机械通气是各种形式呼吸衰竭患者的既定支持治疗。尽管机械通气应用广泛且益处明显,但它并非没有风险的干预措施。长时间的机械通气会增加肺炎、气压伤、气管损伤和肌肉骨骼功能失调的风险。同时,延迟脱机与发病率、死亡率、住院时间和长期治疗机构出院风险增加有关。

介绍

机械通气是各种形式呼吸衰竭患者的既定支持治疗。尽管机械通气应用广泛且益处明显,但它并非没有风险的干预措施。长时间的机械通气会增加肺炎、气压伤、气管损伤和肌肉骨骼功能失调的风险。
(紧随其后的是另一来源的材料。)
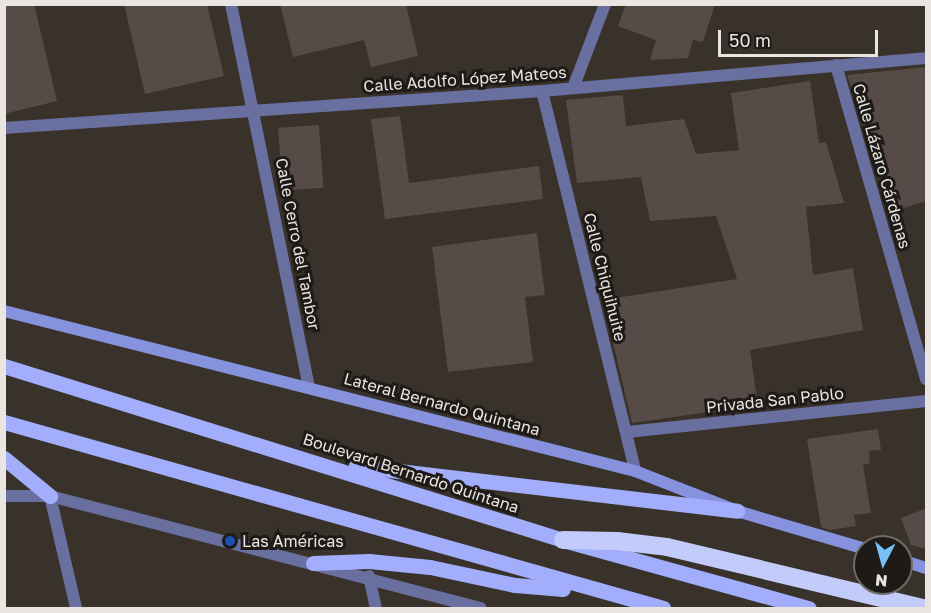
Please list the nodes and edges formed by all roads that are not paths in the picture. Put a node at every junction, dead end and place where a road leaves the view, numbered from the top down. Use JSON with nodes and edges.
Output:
{"nodes":[{"id":1,"x":231,"y":4,"type":"edge"},
{"id":2,"x":604,"y":4,"type":"edge"},
{"id":3,"x":927,"y":58,"type":"edge"},
{"id":4,"x":836,"y":65,"type":"junction"},
{"id":5,"x":573,"y":88,"type":"junction"},
{"id":6,"x":542,"y":91,"type":"junction"},
{"id":7,"x":255,"y":109,"type":"junction"},
{"id":8,"x":4,"y":128,"type":"edge"},
{"id":9,"x":4,"y":311,"type":"edge"},
{"id":10,"x":4,"y":366,"type":"edge"},
{"id":11,"x":927,"y":379,"type":"edge"},
{"id":12,"x":309,"y":386,"type":"junction"},
{"id":13,"x":927,"y":401,"type":"edge"},
{"id":14,"x":4,"y":422,"type":"edge"},
{"id":15,"x":627,"y":432,"type":"junction"},
{"id":16,"x":4,"y":458,"type":"edge"},
{"id":17,"x":323,"y":463,"type":"junction"},
{"id":18,"x":635,"y":471,"type":"junction"},
{"id":19,"x":4,"y":496,"type":"edge"},
{"id":20,"x":50,"y":496,"type":"junction"},
{"id":21,"x":737,"y":511,"type":"junction"},
{"id":22,"x":563,"y":540,"type":"junction"},
{"id":23,"x":853,"y":545,"type":"edge"},
{"id":24,"x":313,"y":563,"type":"junction"},
{"id":25,"x":369,"y":576,"type":"junction"},
{"id":26,"x":600,"y":592,"type":"junction"},
{"id":27,"x":76,"y":609,"type":"edge"},
{"id":28,"x":376,"y":609,"type":"edge"},
{"id":29,"x":481,"y":609,"type":"edge"},
{"id":30,"x":663,"y":609,"type":"edge"},
{"id":31,"x":808,"y":609,"type":"edge"},
{"id":32,"x":924,"y":609,"type":"edge"}],
"edges":[{"from":1,"to":7,"type":"street","name":"Calle Cerro del Tambor"},
{"from":2,"to":5,"type":"street"},
{"from":3,"to":4,"type":"street","name":"Calle Adolfo López Mateos"},
{"from":4,"to":5,"type":"street","name":"Calle Adolfo López Mateos"},
{"from":4,"to":11,"type":"street","name":"Calle Lázaro Cárdenas"},
{"from":5,"to":6,"type":"street","name":"Calle Adolfo López Mateos"},
{"from":6,"to":7,"type":"street","name":"Calle Adolfo López Mateos"},
{"from":6,"to":15,"type":"street","name":"Calle Chiquihuite"},
{"from":7,"to":8,"type":"street","name":"Calle Adolfo López Mateos"},
{"from":7,"to":12,"type":"street","name":"Calle Cerro del Tambor"},
{"from":9,"to":12,"type":"street","name":"Lateral Bernardo Quintana"},
{"from":10,"to":17,"type":"main road","name":"Boulevard Bernardo Quintana"},
{"from":12,"to":18,"type":"street","name":"Lateral Bernardo Quintana"},
{"from":13,"to":15,"type":"street","name":"Privada San Pablo"},
{"from":14,"to":26,"type":"main road"},
{"from":15,"to":18,"type":"street","name":"Calle Chiquihuite"},
{"from":16,"to":20,"type":"main road"},
{"from":17,"to":21,"type":"main road"},
{"from":17,"to":22,"type":"main road","name":"Boulevard Bernardo Quintana"},
{"from":18,"to":21,"type":"street","name":"Lateral Bernardo Quintana"},
{"from":19,"to":20,"type":"street"},
{"from":20,"to":24,"type":"street"},
{"from":20,"to":27,"type":"street"},
{"from":21,"to":23,"type":"street","name":"Lateral Bernardo Quintana"},
{"from":22,"to":31,"type":"main road","name":"Boulevard Bernardo Quintana"},
{"from":22,"to":32,"type":"highway"},
{"from":24,"to":25,"type":"street"},
{"from":24,"to":26,"type":"main road"},
{"from":25,"to":28,"type":"street"},
{"from":25,"to":29,"type":"street"},
{"from":26,"to":30,"type":"main road"}]}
同时,延迟脱机与发病率、死亡率、住院时间和长期治疗机构出院风险增加有关。对于大多数患者 (70%) 来说,撤除机械通气是简单直接的过程。这通常需要在第一次自主呼吸试验通过后拔管。剩下的 30% 的患者对 ICU 医生来说是挑战。困难通常出现在患有慢性阻塞性和限制性肺病、心力衰竭、神经肌肉疾病以及其他潜在原因的患者身上。在我们的讨论中,我们回顾了成功撤除呼吸机的最常见障碍和各种拔管准备评估工具。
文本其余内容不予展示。